__Exercise material__
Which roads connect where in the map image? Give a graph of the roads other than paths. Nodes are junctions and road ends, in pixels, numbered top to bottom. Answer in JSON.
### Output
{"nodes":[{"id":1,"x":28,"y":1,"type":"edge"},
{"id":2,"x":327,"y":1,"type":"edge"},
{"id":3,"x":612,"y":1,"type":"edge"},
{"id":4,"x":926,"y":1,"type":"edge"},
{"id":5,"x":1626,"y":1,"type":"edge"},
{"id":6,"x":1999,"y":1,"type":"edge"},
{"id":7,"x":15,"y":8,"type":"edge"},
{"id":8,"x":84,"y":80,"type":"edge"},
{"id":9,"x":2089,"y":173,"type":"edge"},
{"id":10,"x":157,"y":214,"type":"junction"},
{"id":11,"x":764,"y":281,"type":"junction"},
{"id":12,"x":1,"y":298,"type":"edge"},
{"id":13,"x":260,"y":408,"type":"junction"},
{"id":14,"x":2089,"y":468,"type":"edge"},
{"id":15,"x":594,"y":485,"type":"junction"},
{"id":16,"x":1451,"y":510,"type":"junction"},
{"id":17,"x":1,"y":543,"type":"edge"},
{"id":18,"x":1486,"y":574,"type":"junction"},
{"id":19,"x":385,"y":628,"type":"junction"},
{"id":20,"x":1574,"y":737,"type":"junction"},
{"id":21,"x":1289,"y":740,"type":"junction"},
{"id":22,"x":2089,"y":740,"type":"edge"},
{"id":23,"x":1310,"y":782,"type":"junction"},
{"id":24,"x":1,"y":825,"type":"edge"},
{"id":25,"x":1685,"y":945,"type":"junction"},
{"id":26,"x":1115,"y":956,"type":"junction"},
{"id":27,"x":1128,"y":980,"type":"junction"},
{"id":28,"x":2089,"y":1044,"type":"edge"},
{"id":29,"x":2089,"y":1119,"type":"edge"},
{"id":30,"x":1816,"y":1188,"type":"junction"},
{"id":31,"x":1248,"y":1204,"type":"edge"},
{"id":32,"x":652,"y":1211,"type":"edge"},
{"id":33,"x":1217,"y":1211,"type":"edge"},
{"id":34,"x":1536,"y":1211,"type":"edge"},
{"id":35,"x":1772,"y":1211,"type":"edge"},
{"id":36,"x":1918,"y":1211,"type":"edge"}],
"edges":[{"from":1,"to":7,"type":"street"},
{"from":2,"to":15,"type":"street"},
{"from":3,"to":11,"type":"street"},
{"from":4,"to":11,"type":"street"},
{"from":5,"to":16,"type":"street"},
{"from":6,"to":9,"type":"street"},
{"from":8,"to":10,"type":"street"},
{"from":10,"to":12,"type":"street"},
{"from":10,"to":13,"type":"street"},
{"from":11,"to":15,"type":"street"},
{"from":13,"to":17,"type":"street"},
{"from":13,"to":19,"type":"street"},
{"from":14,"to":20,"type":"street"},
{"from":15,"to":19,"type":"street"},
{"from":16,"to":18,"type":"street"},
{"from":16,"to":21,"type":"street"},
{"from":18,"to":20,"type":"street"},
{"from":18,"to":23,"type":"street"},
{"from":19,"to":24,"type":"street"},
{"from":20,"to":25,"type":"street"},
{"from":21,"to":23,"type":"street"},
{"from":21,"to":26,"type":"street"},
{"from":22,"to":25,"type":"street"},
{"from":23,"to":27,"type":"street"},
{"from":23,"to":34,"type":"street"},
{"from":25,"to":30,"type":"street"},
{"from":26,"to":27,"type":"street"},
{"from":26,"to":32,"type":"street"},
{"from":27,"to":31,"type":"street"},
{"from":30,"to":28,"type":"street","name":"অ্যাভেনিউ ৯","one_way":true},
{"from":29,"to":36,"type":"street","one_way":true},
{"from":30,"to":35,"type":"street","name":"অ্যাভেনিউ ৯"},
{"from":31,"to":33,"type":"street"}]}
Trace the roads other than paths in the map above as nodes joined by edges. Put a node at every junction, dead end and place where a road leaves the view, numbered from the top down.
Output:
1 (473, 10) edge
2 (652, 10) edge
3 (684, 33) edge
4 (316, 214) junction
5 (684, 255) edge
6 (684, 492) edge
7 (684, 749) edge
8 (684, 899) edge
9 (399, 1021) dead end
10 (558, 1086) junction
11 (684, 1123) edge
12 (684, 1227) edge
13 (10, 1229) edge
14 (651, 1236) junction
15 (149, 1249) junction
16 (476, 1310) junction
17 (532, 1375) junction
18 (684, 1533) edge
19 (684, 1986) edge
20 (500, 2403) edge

__What the task requires__
Go through the data above and return each line containing the string "road".

__Response box__
Which roads connect where in the map image? Give a graph of the roads other than paths. Nodes are junctions and road ends, in pixels, numbered top to bottom. Answer in JSON.
Trace the roads other than paths in the map above as nodes joined by edges. Put a node at every junction, dead end and place where a road leaves the view, numbered from the top down.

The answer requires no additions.